◆ **ACTIVITY**: Among the records below, how many lines contain the word "const"? The answer is a single number.

◆ **SOURCE MATERIAL**:
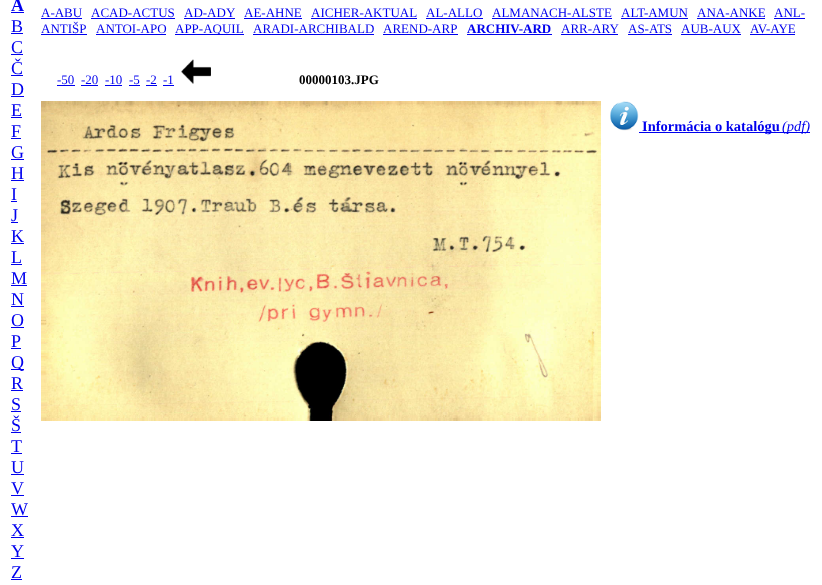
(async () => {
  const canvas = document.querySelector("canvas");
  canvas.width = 822;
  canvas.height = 585;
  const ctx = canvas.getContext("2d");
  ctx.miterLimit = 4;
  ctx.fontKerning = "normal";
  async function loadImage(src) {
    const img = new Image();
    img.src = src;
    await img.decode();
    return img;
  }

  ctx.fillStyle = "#ffffff";
  ctx.fillRect(0, 0, 822, 585);
  for (const [x, y, w, h, color] of [
    [11, 12, 13, 1, "#0000ee"],
    [11, 33, 12, 1, "#0000ee"],
    [11, 54, 12, 1, "#0000ee"],
    [11, 75, 12, 1, "#0000ee"],
    [11, 96, 13, 1, "#0000ee"],
    [11, 117, 11, 1, "#0000ee"],
    [11, 138, 10, 1, "#0000ee"],
    [11, 159, 13, 1, "#0000ee"],
    [11, 180, 13, 1, "#0000ee"],
    [11, 201, 6, 1, "#0000ee"],
    [11, 222, 7, 1, "#0000ee"],
    [11, 243, 13, 1, "#0000ee"],
    [11, 264, 11, 1, "#0000ee"],
    [11, 285, 16, 1, "#0000ee"],
    [11, 306, 13, 1, "#0000ee"],
    [11, 327, 13, 1, "#0000ee"],
    [11, 348, 10, 1, "#0000ee"],
    [11, 369, 13, 1, "#0000ee"],
    [11, 390, 12, 1, "#0000ee"],
    [11, 411, 10, 1, "#0000ee"],
    [11, 432, 10, 1, "#0000ee"],
    [11, 453, 11, 1, "#0000ee"],
    [11, 474, 13, 1, "#0000ee"],
    [11, 495, 13, 1, "#0000ee"],
    [11, 516, 17, 1, "#0000ee"],
    [11, 537, 13, 1, "#0000ee"],
    [11, 558, 13, 1, "#0000ee"],
    [11, 579, 11, 1, "#0000ee"],
    [41, 18, 41, 1, "#0000ee"],
    [91, 18, 84, 1, "#0000ee"],
    [184, 18, 51, 1, "#0000ee"],
    [244, 18, 58, 1, "#0000ee"],
    [311, 18, 106, 1, "#0000ee"],
    [426, 18, 57, 1, "#0000ee"],
    [492, 18, 120, 1, "#0000ee"],
    [621, 18, 67, 1, "#0000ee"],
    [697, 18, 68, 1, "#0000ee"],
    [774, 18, 31, 1, "#0000ee"],
    [41, 34, 46, 1, "#0000ee"],
    [96, 34, 70, 1, "#0000ee"],
    [175, 34, 69, 1, "#0000ee"],
    [253, 34, 121, 1, "#0000ee"],
    [383, 34, 75, 1, "#0000ee"],
    [467, 34, 85, 1, "#0000ee"],
    [561, 34, 57, 1, "#0000ee"],
    [628, 34, 44, 1, "#0000ee"],
    [681, 34, 60, 1, "#0000ee"],
    [750, 34, 45, 1, "#0000ee"],
    [57, 85, 18, 1, "#0000ee"],
    [81, 85, 17, 1, "#0000ee"],
    [105, 85, 17, 1, "#0000ee"],
    [129, 85, 11, 1, "#0000ee"],
    [146, 85, 11, 1, "#0000ee"],
    [163, 85, 11, 1, "#0000ee"],
  ]) {
    ctx.fillStyle = color;
    ctx.fillRect(x, y, w, h);
  }
  ctx.drawImage(await loadImage("img/1.png"), 181, 59, 30, 25);
  ctx.drawImage(await loadImage("img/2.png"), 41, 101, 560, 320);
  ctx.drawImage(await loadImage("img/3.png"), 610, 101, 29, 30);
  ctx.fillRect(639, 132, 171, 1);
  ctx.font = "bold 18px Liberation Serif";
  ctx.fillText("A", 11, 11);
  ctx.font = "18px Liberation Serif";
  for (const [text, x, y] of [
    ["B", 11, 32],
    ["C", 11, 53],
    ["Č", 11, 74],
    ["D", 11, 95],
    ["E", 11, 116],
    ["F", 11, 137],
    ["G", 11, 158],
    ["H", 11, 179],
    ["I", 11, 200],
    ["J", 11, 221],
    ["K", 11, 242],
    ["L", 11, 263],
    ["M", 11, 284],
    ["N", 11, 305],
    ["O", 11, 326],
    ["P", 11, 347],
    ["Q", 11, 368],
    ["R", 11, 389],
    ["S", 11, 410],
    ["Š", 11, 431],
    ["T", 11, 452],
    ["U", 11, 473],
    ["V", 11, 494],
    ["W", 11, 515],
    ["X", 11, 536],
    ["Y", 11, 557],
    ["Z", 11, 578],
  ]) {
    ctx.fillText(text, x, y);
  }
  ctx.font = "13px Liberation Serif";
  for (const [text, x, y] of [
    ["A-ABU", 41, 17],
    ["ACAD-ACTUS", 91, 17],
    ["AD-ADY", 184, 17],
    ["AE-AHNE", 244, 17],
    ["AICHER-AKTUAL", 311, 17],
    ["AL-ALLO", 426, 17],
    ["ALMANACH-ALSTE", 492, 17],
    ["ALT-AMUN", 621, 17],
    ["ANA-ANKE", 697, 17],
    ["ANL-", 774, 17],
    ["ANTIŠP", 41, 33],
    ["ANTOI-APO", 96, 33],
    ["APP-AQUIL", 175, 33],
    ["ARADI-ARCHIBALD", 253, 33],
    ["AREND-ARP", 383, 33],
  ]) {
    ctx.fillText(text, x, y);
  }
  ctx.font = "bold 13px Liberation Serif";
  ctx.fillText("ARCHIV-ARD", 467, 33);
  ctx.font = "13px Liberation Serif";
  for (const [text, x, y] of [
    ["ARR-ARY", 561, 33],
    ["AS-ATS", 628, 33],
    ["AUB-AUX", 681, 33],
    ["AV-AYE", 750, 33],
    ["-50", 57, 84],
    ["-20", 81, 84],
    ["-10", 105, 84],
    ["-5", 129, 84],
    ["-2", 146, 84],
    ["-1", 163, 84],
  ]) {
    ctx.fillText(text, x, y);
  }
  ctx.font = "bold 13px Liberation Serif";
  ctx.fillStyle = "#000000";
  ctx.fillText("00000103.JPG", 299, 84);
  ctx.font = "bold 14.5px Liberation Serif";
  ctx.fillStyle = "#0000ee";
  ctx.fillText("Informácia o katalógu", 642, 131);
  ctx.font = "italic 14.5px Liberation Serif";
  ctx.fillText("(pdf)", 782, 131);
})();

◆ **RESULT**: 7